Return the listing in full and exactly, but without a single picture.

Input material>
[Start of section]
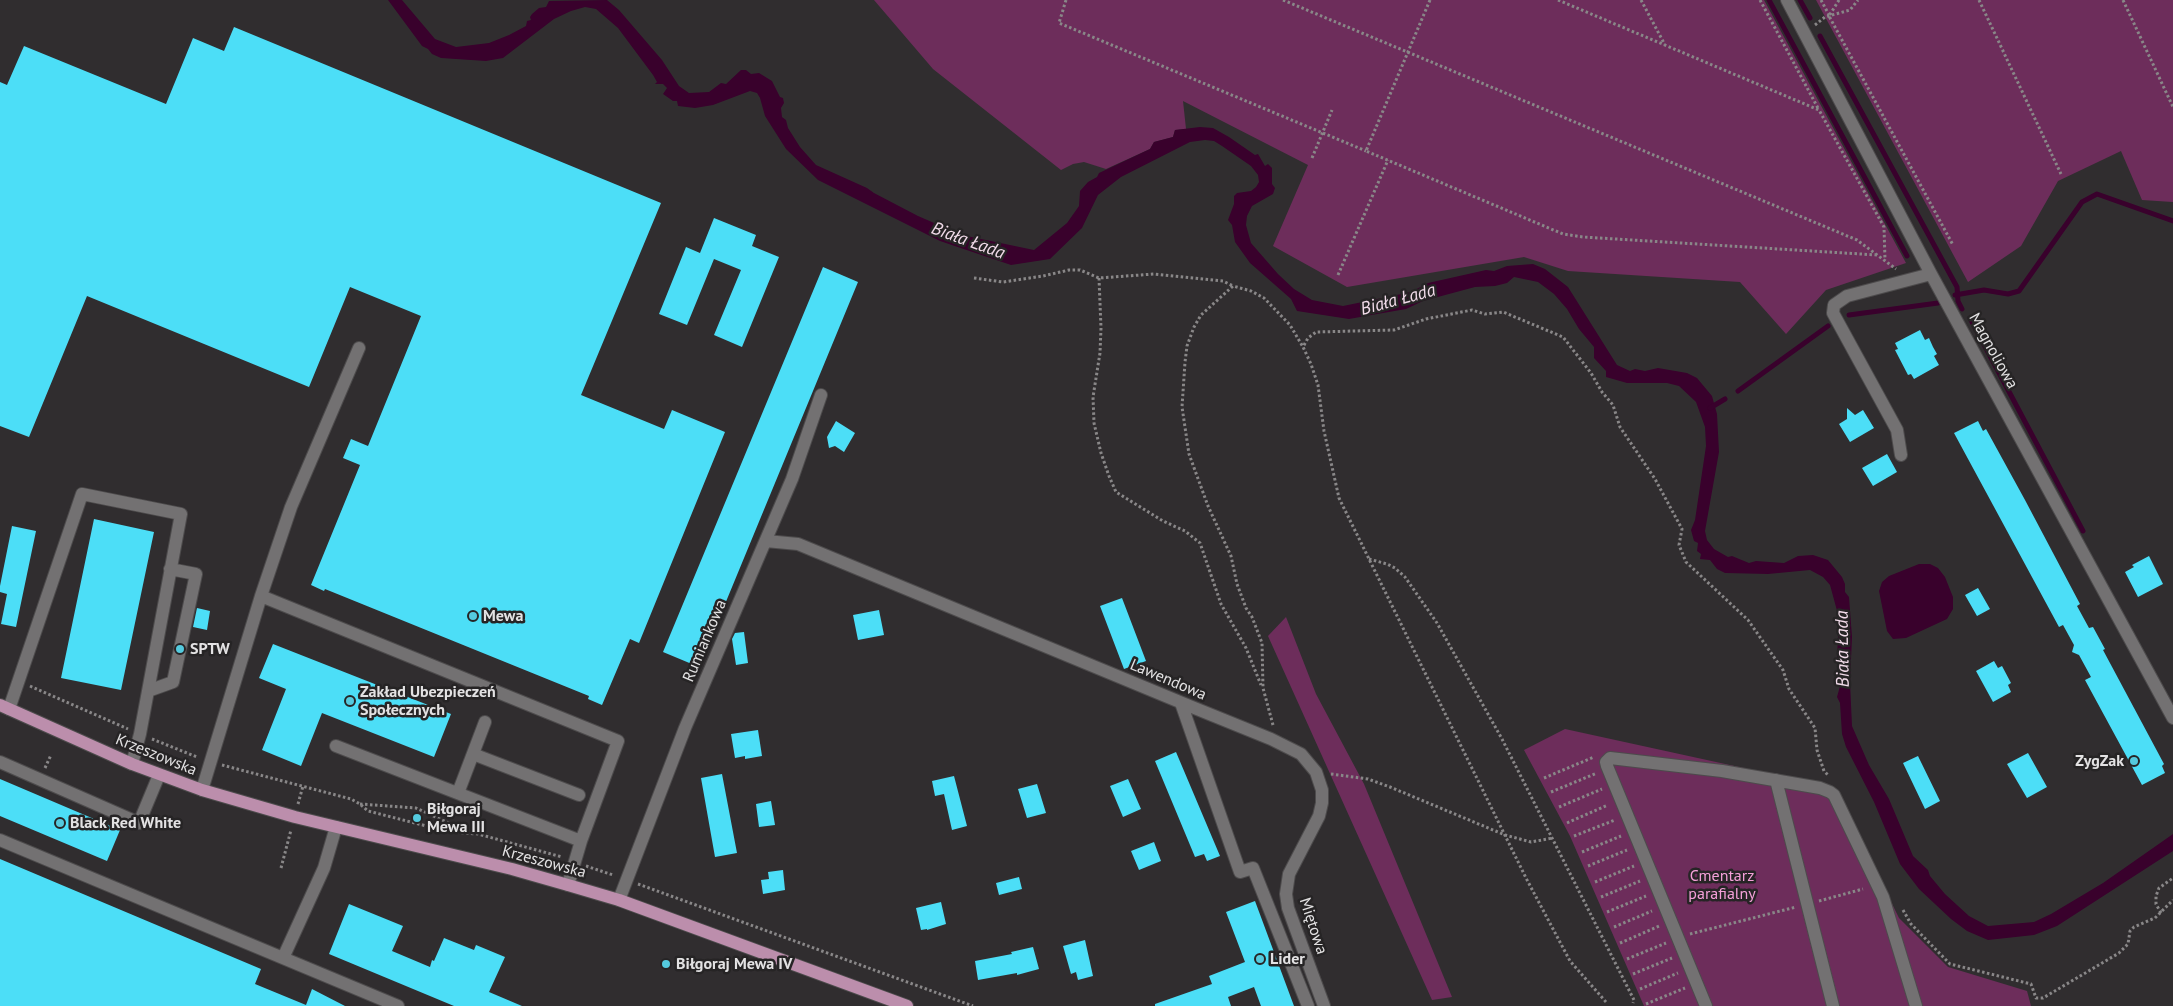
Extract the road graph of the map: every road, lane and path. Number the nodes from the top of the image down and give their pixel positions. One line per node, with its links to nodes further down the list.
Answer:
1 (1066, 0): 20 (path)
2 (1283, 0): 16 (path)
3 (1430, 0): 16 (path)
4 (1558, 0): 15 (path)
5 (1641, 0): 15 (path)
6 (1760, 0): 19 (path)
7 (1787, 0): 14 (street, Magnoliowa)
8 (1821, 0): 13 (path)
9 (1839, 0): 13 (path)
10 (1858, 0): 13 (path)
11 (1979, 0): 24 (path)
12 (2123, 0): 17 (path)
13 (1829, 16): 14 (path); 25 (path)
14 (1805, 33): 28 (street, Magnoliowa)
15 (1666, 45): 19 (path)
16 (1408, 52): 21 (path); 26 (path)
17 (2173, 107)
18 (1332, 110): 20 (path)
19 (1819, 110): 26 (path)
20 (1323, 133): 21 (path); 22 (path)
21 (1366, 151): 23 (path)
22 (1312, 158)
23 (1388, 160): 26 (path); 27 (path)
24 (2061, 174)
25 (1953, 245)
26 (1877, 255)
27 (1338, 274)
28 (1931, 274): 35 (street); 45 (street, Magnoliowa)
29 (974, 278): 30 (path)
30 (1099, 278): 31 (path); 41 (path)
31 (1233, 286): 32 (path); 41 (path)
32 (1303, 347): 37 (path); 58 (path)
33 (359, 348): 39 (street)
34 (820, 395): 36 (street, Rumiankowa)
35 (1901, 455)
36 (766, 541): 43 (street, Lawendowa); 91 (street, Rumiankowa)
37 (1368, 559): 77 (path); 79 (path)
38 (170, 569): 40 (street); 42 (street); 42 (street)
39 (261, 596): 63 (street); 81 (street)
40 (18, 681): 44 (street); 47 (path)
41 (1263, 688): 48 (path)
42 (148, 690): 47 (street)
43 (1181, 703): 48 (street, Lawendowa); 121 (street)
44 (4, 707): 53 (main road, Krzeszowska)
45 (2173, 718)
46 (486, 722): 50 (street)
47 (140, 734): 51 (path); 53 (street)
48 (1271, 738): 56 (street, Lawendowa)
49 (336, 746): 65 (street)
50 (473, 754): 65 (street); 66 (street)
51 (201, 759)
52 (0, 762): 57 (street)
53 (132, 764): 57 (main road, Krzeszowska)
54 (1608, 764): 59 (path); 60 (street); 61 (street); 64 (path)
55 (221, 765): 62 (path)
56 (1316, 772): 77 (path); 122 (street, Miętowa)
57 (159, 775): 63 (main road, Krzeszowska)
58 (1830, 777)
59 (1544, 778)
60 (1776, 780): 94 (street); 99 (street)
61 (1616, 784): 67 (street); 70 (path)
62 (303, 786): 68 (path); 69 (path)
63 (202, 790): 73 (main road, Krzeszowska)
64 (1551, 792)
65 (458, 793): 81 (street)
66 (579, 796)
67 (1622, 799): 71 (street); 72 (path)
68 (360, 804): 76 (path); 76 (path)
69 (298, 805)
70 (1559, 808)
71 (1628, 814): 75 (street); 78 (path)
72 (1567, 823)
73 (336, 827): 93 (main road, Krzeszowska); 109 (street)
74 (291, 829): 88 (path)
75 (1634, 830): 82 (street); 83 (path)
76 (469, 833): 84 (path)
77 (1505, 835): 79 (path); 115 (path)
78 (1574, 836)
79 (1553, 838): 116 (path)
80 (0, 840): 109 (street)
81 (581, 841): 93 (street)
82 (1641, 845): 85 (street); 87 (path)
83 (1582, 852)
84 (565, 858)
85 (1647, 860): 89 (street); 92 (path)
86 (583, 865): 91 (path)
87 (1588, 866)
88 (281, 868)
89 (1653, 875): 95 (street); 96 (path)
90 (2173, 878): 103 (path)
91 (627, 880): 97 (street, Rumiankowa); 120 (path)
92 (1595, 882)
93 (568, 884): 97 (main road, Krzeszowska)
94 (1878, 886): 99 (path); 125 (street)
95 (1659, 891): 100 (street); 102 (path)
96 (1601, 897)
97 (619, 900): 119 (main road, Krzeszowska)
98 (2173, 900): 103 (path)
99 (1808, 904): 106 (path); 124 (street)
100 (1665, 906): 104 (street); 105 (path)
101 (1902, 908): 103 (path)
102 (1607, 912)
103 (2162, 913)
104 (1672, 921): 106 (street); 107 (path)
105 (1614, 927)
106 (1678, 937): 108 (street); 110 (path)
107 (1620, 943)
108 (1684, 952): 111 (street); 112 (path)
109 (283, 958): 118 (street)
110 (1627, 959)
111 (1691, 968): 113 (street); 114 (path)
112 (1634, 974)
113 (1697, 983): 117 (path); 123 (street)
114 (1640, 989)
115 (1606, 1002)
116 (1633, 1003)
117 (1646, 1004)
118 (398, 1006)
119 (907, 1006)
120 (973, 1006)
121 (1308, 1006)
122 (1324, 1006)
123 (1706, 1006)
124 (1833, 1006)
125 (1916, 1006)

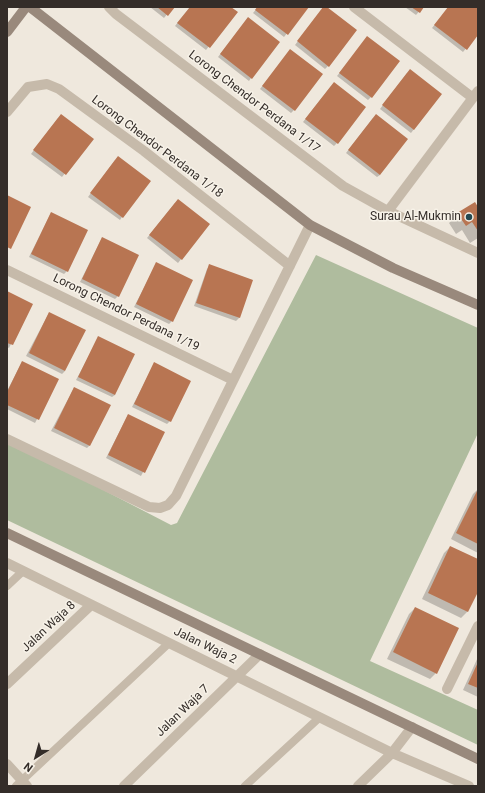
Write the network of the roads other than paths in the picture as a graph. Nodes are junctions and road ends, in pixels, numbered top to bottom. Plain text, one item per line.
1 (26, 7) edge
2 (30, 7) edge
3 (109, 7) edge
4 (354, 7) edge
5 (7, 32) edge
6 (475, 95) edge
7 (7, 112) edge
8 (388, 211) junction
9 (310, 225) junction
10 (478, 253) edge
11 (290, 266) junction
12 (7, 270) edge
13 (478, 305) edge
14 (233, 380) junction
15 (7, 439) edge
16 (7, 533) edge
17 (7, 564) edge
18 (23, 571) junction
19 (7, 586) edge
20 (91, 605) junction
21 (478, 626) edge
22 (169, 643) junction
23 (260, 654) junction
24 (238, 677) junction
25 (7, 684) edge
26 (447, 689) dead end
27 (320, 717) junction
28 (412, 727) junction
29 (392, 753) junction
30 (478, 759) edge
31 (7, 764) edge
32 (22, 784) edge
33 (124, 786) edge
34 (246, 786) edge
35 (358, 786) edge
36 (469, 786) edge

1 - 5 street
2 - 9 street
3 - 8 street, Lorong Chendor Perdana 1/17
4 - 6 street
6 - 8 street
7 - 11 street, Lorong Chendor Perdana 1/18
8 - 10 street, Lorong Chendor Perdana 1/17
9 - 11 street
9 - 13 street
11 - 14 street
12 - 14 street, Lorong Chendor Perdana 1/19
14 - 15 street
16 - 23 street
17 - 18 street, Jalan Waja 2
18 - 19 lane
18 - 20 street, Jalan Waja 2
20 - 22 street, Jalan Waja 2
20 - 25 street, Jalan Waja 8
21 - 26 street
22 - 24 street, Jalan Waja 2
22 - 32 lane
23 - 24 street, Jalan Waja 7
23 - 28 street
24 - 27 street, Jalan Waja 2
24 - 33 street, Jalan Waja 7
27 - 29 street, Jalan Waja 2
27 - 34 lane
28 - 29 street
28 - 30 street
29 - 35 street
29 - 36 street, Jalan Waja 2
31 - 32 street

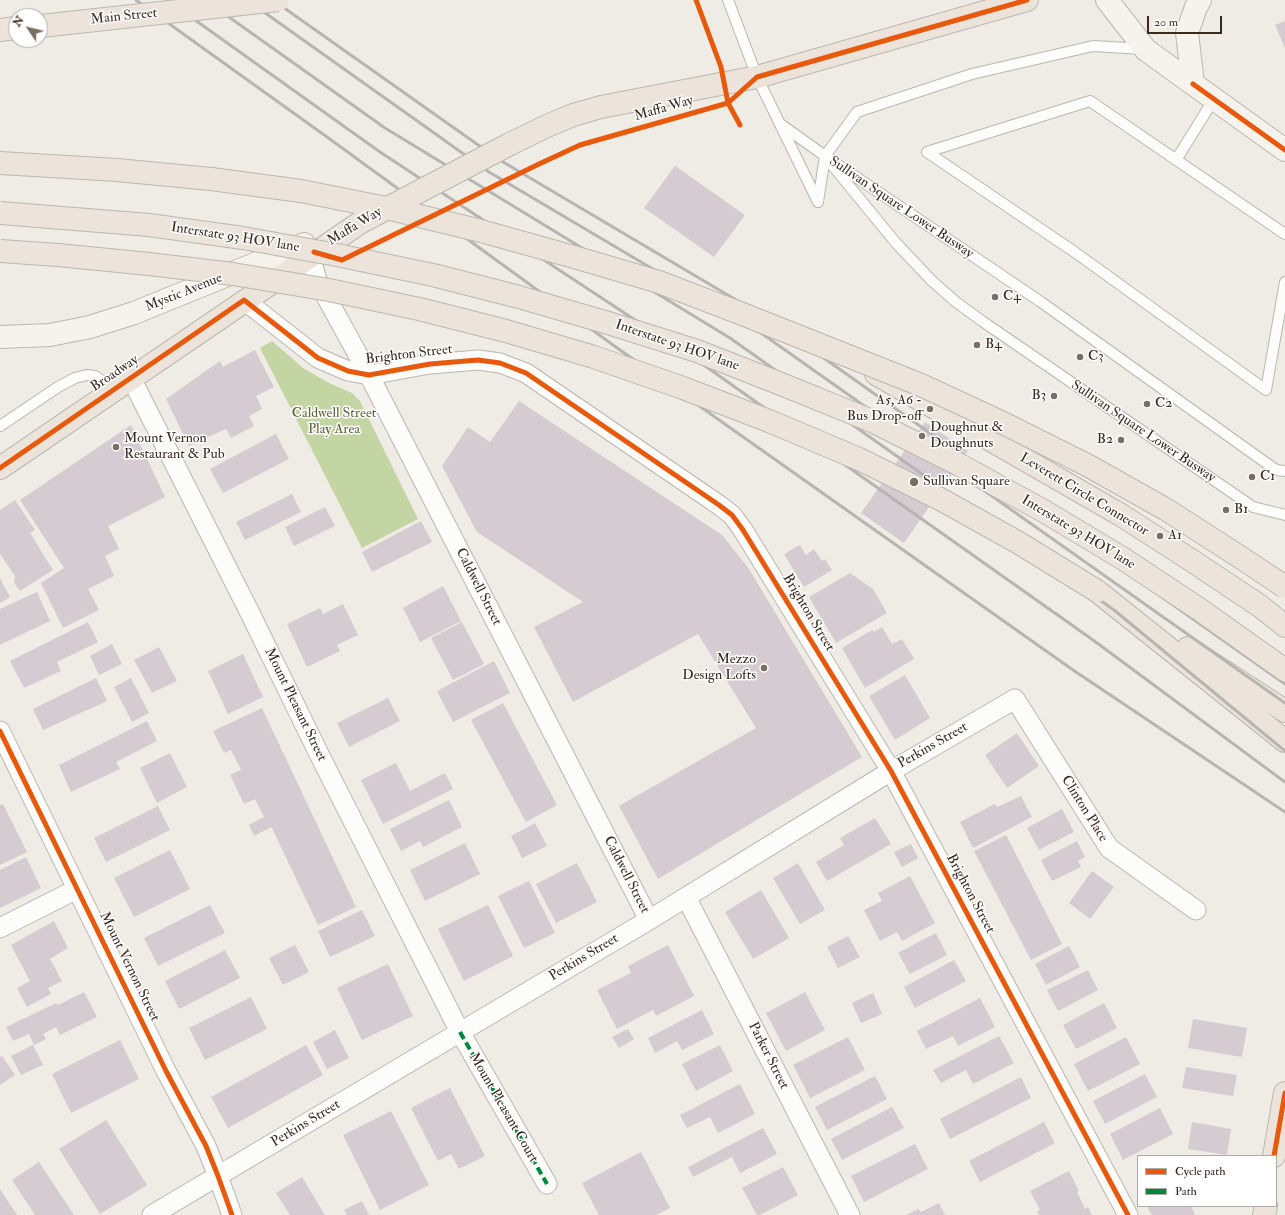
[End of section]
Task output>
Extract the road graph of the map: every road, lane and path. Number the nodes from the top of the image down and give their pixel positions. One line per node, with its links to nodes further down the list.
Answer:
1 (1066, 0): 20 (path)
2 (1283, 0): 16 (path)
3 (1430, 0): 16 (path)
4 (1558, 0): 15 (path)
5 (1641, 0): 15 (path)
6 (1760, 0): 19 (path)
7 (1787, 0): 14 (street, Magnoliowa)
8 (1821, 0): 13 (path)
9 (1839, 0): 13 (path)
10 (1858, 0): 13 (path)
11 (1979, 0): 24 (path)
12 (2123, 0): 17 (path)
13 (1829, 16): 14 (path); 25 (path)
14 (1805, 33): 28 (street, Magnoliowa)
15 (1666, 45): 19 (path)
16 (1408, 52): 21 (path); 26 (path)
17 (2173, 107)
18 (1332, 110): 20 (path)
19 (1819, 110): 26 (path)
20 (1323, 133): 21 (path); 22 (path)
21 (1366, 151): 23 (path)
22 (1312, 158)
23 (1388, 160): 26 (path); 27 (path)
24 (2061, 174)
25 (1953, 245)
26 (1877, 255)
27 (1338, 274)
28 (1931, 274): 35 (street); 45 (street, Magnoliowa)
29 (974, 278): 30 (path)
30 (1099, 278): 31 (path); 41 (path)
31 (1233, 286): 32 (path); 41 (path)
32 (1303, 347): 37 (path); 58 (path)
33 (359, 348): 39 (street)
34 (820, 395): 36 (street, Rumiankowa)
35 (1901, 455)
36 (766, 541): 43 (street, Lawendowa); 91 (street, Rumiankowa)
37 (1368, 559): 77 (path); 79 (path)
38 (170, 569): 40 (street); 42 (street); 42 (street)
39 (261, 596): 63 (street); 81 (street)
40 (18, 681): 44 (street); 47 (path)
41 (1263, 688): 48 (path)
42 (148, 690): 47 (street)
43 (1181, 703): 48 (street, Lawendowa); 121 (street)
44 (4, 707): 53 (main road, Krzeszowska)
45 (2173, 718)
46 (486, 722): 50 (street)
47 (140, 734): 51 (path); 53 (street)
48 (1271, 738): 56 (street, Lawendowa)
49 (336, 746): 65 (street)
50 (473, 754): 65 (street); 66 (street)
51 (201, 759)
52 (0, 762): 57 (street)
53 (132, 764): 57 (main road, Krzeszowska)
54 (1608, 764): 59 (path); 60 (street); 61 (street); 64 (path)
55 (221, 765): 62 (path)
56 (1316, 772): 77 (path); 122 (street, Miętowa)
57 (159, 775): 63 (main road, Krzeszowska)
58 (1830, 777)
59 (1544, 778)
60 (1776, 780): 94 (street); 99 (street)
61 (1616, 784): 67 (street); 70 (path)
62 (303, 786): 68 (path); 69 (path)
63 (202, 790): 73 (main road, Krzeszowska)
64 (1551, 792)
65 (458, 793): 81 (street)
66 (579, 796)
67 (1622, 799): 71 (street); 72 (path)
68 (360, 804): 76 (path); 76 (path)
69 (298, 805)
70 (1559, 808)
71 (1628, 814): 75 (street); 78 (path)
72 (1567, 823)
73 (336, 827): 93 (main road, Krzeszowska); 109 (street)
74 (291, 829): 88 (path)
75 (1634, 830): 82 (street); 83 (path)
76 (469, 833): 84 (path)
77 (1505, 835): 79 (path); 115 (path)
78 (1574, 836)
79 (1553, 838): 116 (path)
80 (0, 840): 109 (street)
81 (581, 841): 93 (street)
82 (1641, 845): 85 (street); 87 (path)
83 (1582, 852)
84 (565, 858)
85 (1647, 860): 89 (street); 92 (path)
86 (583, 865): 91 (path)
87 (1588, 866)
88 (281, 868)
89 (1653, 875): 95 (street); 96 (path)
90 (2173, 878): 103 (path)
91 (627, 880): 97 (street, Rumiankowa); 120 (path)
92 (1595, 882)
93 (568, 884): 97 (main road, Krzeszowska)
94 (1878, 886): 99 (path); 125 (street)
95 (1659, 891): 100 (street); 102 (path)
96 (1601, 897)
97 (619, 900): 119 (main road, Krzeszowska)
98 (2173, 900): 103 (path)
99 (1808, 904): 106 (path); 124 (street)
100 (1665, 906): 104 (street); 105 (path)
101 (1902, 908): 103 (path)
102 (1607, 912)
103 (2162, 913)
104 (1672, 921): 106 (street); 107 (path)
105 (1614, 927)
106 (1678, 937): 108 (street); 110 (path)
107 (1620, 943)
108 (1684, 952): 111 (street); 112 (path)
109 (283, 958): 118 (street)
110 (1627, 959)
111 (1691, 968): 113 (street); 114 (path)
112 (1634, 974)
113 (1697, 983): 117 (path); 123 (street)
114 (1640, 989)
115 (1606, 1002)
116 (1633, 1003)
117 (1646, 1004)
118 (398, 1006)
119 (907, 1006)
120 (973, 1006)
121 (1308, 1006)
122 (1324, 1006)
123 (1706, 1006)
124 (1833, 1006)
125 (1916, 1006)

Write the network of the roads other than paths in the picture as a graph. Nodes are junctions and road ends, in pixels, numbered top to bottom. Plain text, one item per line.
1 (26, 7) edge
2 (30, 7) edge
3 (109, 7) edge
4 (354, 7) edge
5 (7, 32) edge
6 (475, 95) edge
7 (7, 112) edge
8 (388, 211) junction
9 (310, 225) junction
10 (478, 253) edge
11 (290, 266) junction
12 (7, 270) edge
13 (478, 305) edge
14 (233, 380) junction
15 (7, 439) edge
16 (7, 533) edge
17 (7, 564) edge
18 (23, 571) junction
19 (7, 586) edge
20 (91, 605) junction
21 (478, 626) edge
22 (169, 643) junction
23 (260, 654) junction
24 (238, 677) junction
25 (7, 684) edge
26 (447, 689) dead end
27 (320, 717) junction
28 (412, 727) junction
29 (392, 753) junction
30 (478, 759) edge
31 (7, 764) edge
32 (22, 784) edge
33 (124, 786) edge
34 (246, 786) edge
35 (358, 786) edge
36 (469, 786) edge

1 - 5 street
2 - 9 street
3 - 8 street, Lorong Chendor Perdana 1/17
4 - 6 street
6 - 8 street
7 - 11 street, Lorong Chendor Perdana 1/18
8 - 10 street, Lorong Chendor Perdana 1/17
9 - 11 street
9 - 13 street
11 - 14 street
12 - 14 street, Lorong Chendor Perdana 1/19
14 - 15 street
16 - 23 street
17 - 18 street, Jalan Waja 2
18 - 19 lane
18 - 20 street, Jalan Waja 2
20 - 22 street, Jalan Waja 2
20 - 25 street, Jalan Waja 8
21 - 26 street
22 - 24 street, Jalan Waja 2
22 - 32 lane
23 - 24 street, Jalan Waja 7
23 - 28 street
24 - 27 street, Jalan Waja 2
24 - 33 street, Jalan Waja 7
27 - 29 street, Jalan Waja 2
27 - 34 lane
28 - 29 street
28 - 30 street
29 - 35 street
29 - 36 street, Jalan Waja 2
31 - 32 street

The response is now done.